GCC uses some fairly sophisticated memory management techniques, which

involve determining information about GCC's data structures from GCC's

source code and using this information to perform garbage collection and

implement precompiled headers.

A full C parser would be too complicated for this task, so a limited

subset of C is interpreted and special markers are used to determine

what parts of the source to look at.  All @code{struct} and

@code{union} declarations that define data structures that are

allocated under control of the garbage collector must be marked.  All

global variables that hold pointers to garbage-collected memory must

also be marked.  Finally, all global variables that need to be saved

and restored by a precompiled header must be marked.  (The precompiled

header mechanism can only save static variables if they're scalar.

Complex data structures must be allocated in garbage-collected memory

to be saved in a precompiled header.)

The full format of a marker is

@smallexample

GTY (([@var{option}] [(@var{param})], [@var{option}] [(@var{param})] @dots{}))

@end smallexample

@noindent

but in most cases no options are needed.  The outer double parentheses

are still necessary, though: @code{GTY(())}.  Markers can appear:

@itemize @bullet

@item

In a structure definition, before the open brace;

@item

In a global variable declaration, after the keyword @code{static} or

@code{extern}; and

@item

In a structure field definition, before the name of the field.

@end itemize

Here are some examples of marking simple data structures and globals.

@smallexample

struct GTY(()) @var{tag}

@{

  @var{fields}@dots{}

@};

typedef struct GTY(()) @var{tag}

@{

  @var{fields}@dots{}

@} *@var{typename};

static GTY(()) struct @var{tag} *@var{list};   /* @r{points to GC memory} */

static GTY(()) int @var{counter};        /* @r{save counter in a PCH} */

@end smallexample

The parser understands simple typedefs such as

@code{typedef struct @var{tag} *@var{name};} and

@code{typedef int @var{name};}.

These don't need to be marked.

@menu

* GTY Options::         What goes inside a @code{GTY(())}.

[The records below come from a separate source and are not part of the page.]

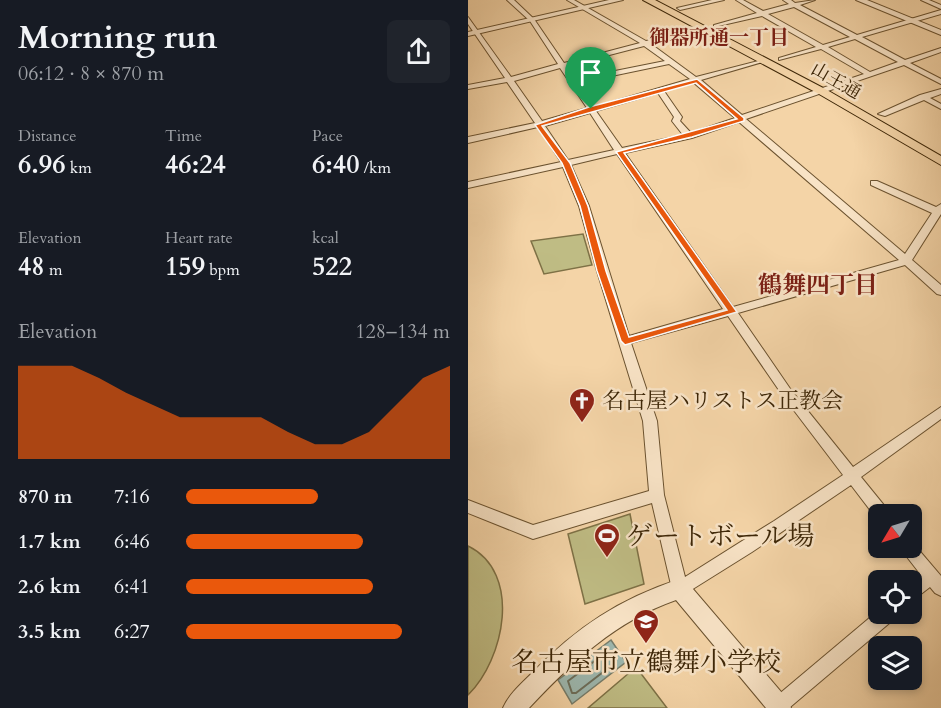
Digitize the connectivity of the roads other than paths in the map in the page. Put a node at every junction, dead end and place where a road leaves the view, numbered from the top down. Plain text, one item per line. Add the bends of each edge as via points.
1 (510, 0) edge
2 (570, 0) edge
3 (619, 0) edge
4 (648, 0) edge
5 (664, 0) edge
6 (721, 0) edge
7 (738, 0) edge
8 (786, 0) edge
9 (812, 0) edge
10 (860, 0) edge
11 (924, 0) edge
12 (795, 4) junction
13 (941, 7) edge
14 (584, 8) junction
15 (680, 8) junction
16 (941, 12) edge
17 (761, 13) junction
18 (468, 19) edge
19 (532, 20) junction
20 (911, 21) junction
21 (716, 26) junction
22 (702, 28) junction
23 (472, 33) edge
24 (941, 33) edge
25 (856, 36) junction
26 (645, 43) junction
27 (820, 47) junction
28 (941, 50) edge
29 (781, 59) junction
30 (764, 60) junction
31 (670, 62) junction
32 (906, 63) junction
33 (563, 65) junction
34 (872, 75) junction
35 (508, 80) junction
36 (697, 81) junction
37 (940, 81) edge
38 (574, 82) junction
39 (468, 87) edge
40 (837, 87) junction
41 (660, 91) junction
42 (941, 91) edge
43 (823, 92) junction
44 (922, 98) junction
45 (941, 106) edge
46 (591, 109) junction
47 (882, 114) junction
48 (741, 120) junction
49 (538, 125) junction
50 (689, 136) junction
51 (468, 140) edge
52 (941, 148) edge
53 (620, 152) junction
54 (941, 161) edge
55 (566, 163) junction
56 (874, 183) dead end
57 (468, 185) edge
58 (939, 209) edge
59 (905, 262) junction
60 (941, 291) edge
61 (733, 312) junction
62 (625, 341) junction
63 (941, 412) edge
64 (852, 477) junction
65 (657, 495) junction
66 (874, 504) edge
67 (468, 505) edge
68 (916, 558) edge
69 (936, 582) edge
70 (922, 588) edge
71 (680, 589) junction
72 (876, 624) edge
73 (779, 707) edge
74 (514, 708) edge

1 - 19 street
2 - 14 street
3 - 14 street
4 - 22 main road, 山王通
5 - 15 main road, 山王通
6 - 15 street
7 - 17 street
8 - 12 street
9 - 12 street
10 - 20 street
11 - 13 street
12 - 17 street
12 - 25 street
14 - 19 street
14 - 26 street
15 - 21 main road, 山王通
16 - 20 street
17 - 21 street
17 - 27 street
18 - 23 street
19 - 23 street
19 - 33 street
20 - 24 street
20 - 25 street
21 - 29 main road, 山王通
22 - 26 street
22 - 30 main road, 山王通
23 - 35 street
25 - 27 street
25 - 32 street
26 - 31 street
26 - 33 street
27 - 29 street
27 - 34 street
28 - 32 street
29 - 40 main road, 山王通
30 - 36 street
30 - 43 main road, 山王通
31 - 36 street
31 - 38 street
32 - 34 street
32 - 37 street
33 - 35 street
33 - 38 street
34 - 40 street
35 - 39 street
35 - 49 street
36 - 41 street
36 - 48 street
38 - 46 street
40 - 43 street
40 - 47 main road, 山王通
41 - 46 street
41 - 50 street
42 - 44 street
43 - 48 street
43 - 54 main road, 山王通
44 - 45 street
44 - 47 street
46 - 49 street
46 - 53 street
47 - 52 main road, 山王通
48 - 50 street
48 - 59 street
49 - 51 street
49 - 55 street
50 - 53 street
53 - 55 street
53 - 61 street
55 - 57 street
55 - 62 street via 584,206
56 - 58 street
58 - 59 street
59 - 60 street
59 - 61 street
61 - 62 street
61 - 64 street via 787,393
62 - 65 street via 650,421
63 - 64 street
64 - 66 street
64 - 71 street
65 - 67 street via 533,532
65 - 71 street
68 - 69 street
69 - 70 street
71 - 73 street
71 - 74 street via 654,596 599,627 562,656
72 - 73 street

* GGC Roots::           Making global variables GGC roots.

* Files::               How the generated files work.

* Invoking the garbage collector::   How to invoke the garbage collector.

* Troubleshooting::     When something does not work as expected.

@end menu

@node GTY Options

@section The Inside of a @code{GTY(())}

Sometimes the C code is not enough to fully describe the type

structure.  Extra information can be provided with @code{GTY} options

and additional markers.  Some options take a parameter, which may be

either a string or a type name, depending on the parameter.  If an

option takes no parameter, it is acceptable either to omit the

parameter entirely, or to provide an empty string as a parameter.  For

example, @code{@w{GTY ((skip))}} and @code{@w{GTY ((skip ("")))}} are

equivalent.

When the parameter is a string, often it is a fragment of C code.  Four

special escapes may be used in these strings, to refer to pieces of

the data structure being marked:

@cindex % in GTY option

@table @code

@item %h

The current structure.

@item %1

The structure that immediately contains the current structure.

@item %0

The outermost structure that contains the current structure.

@item %a

A partial expression of the form @code{[i1][i2]@dots{}} that indexes

the array item currently being marked.

@end table

For instance, suppose that you have a structure of the form

@smallexample

struct A @{

  @dots{}

@};

struct B @{

  struct A foo[12];

@};

@end smallexample

@noindent

and @code{b} is a variable of type @code{struct B}.  When marking

@samp{b.foo[11]}, @code{%h} would expand to @samp{b.foo[11]},

@code{%0} and @code{%1} would both expand to @samp{b}, and @code{%a}

would expand to @samp{[11]}.

As in ordinary C, adjacent strings will be concatenated; this is

helpful when you have a complicated expression.

@smallexample

@group

GTY ((chain_next ("TREE_CODE (&%h.generic) == INTEGER_TYPE"

                  " ? TYPE_NEXT_VARIANT (&%h.generic)"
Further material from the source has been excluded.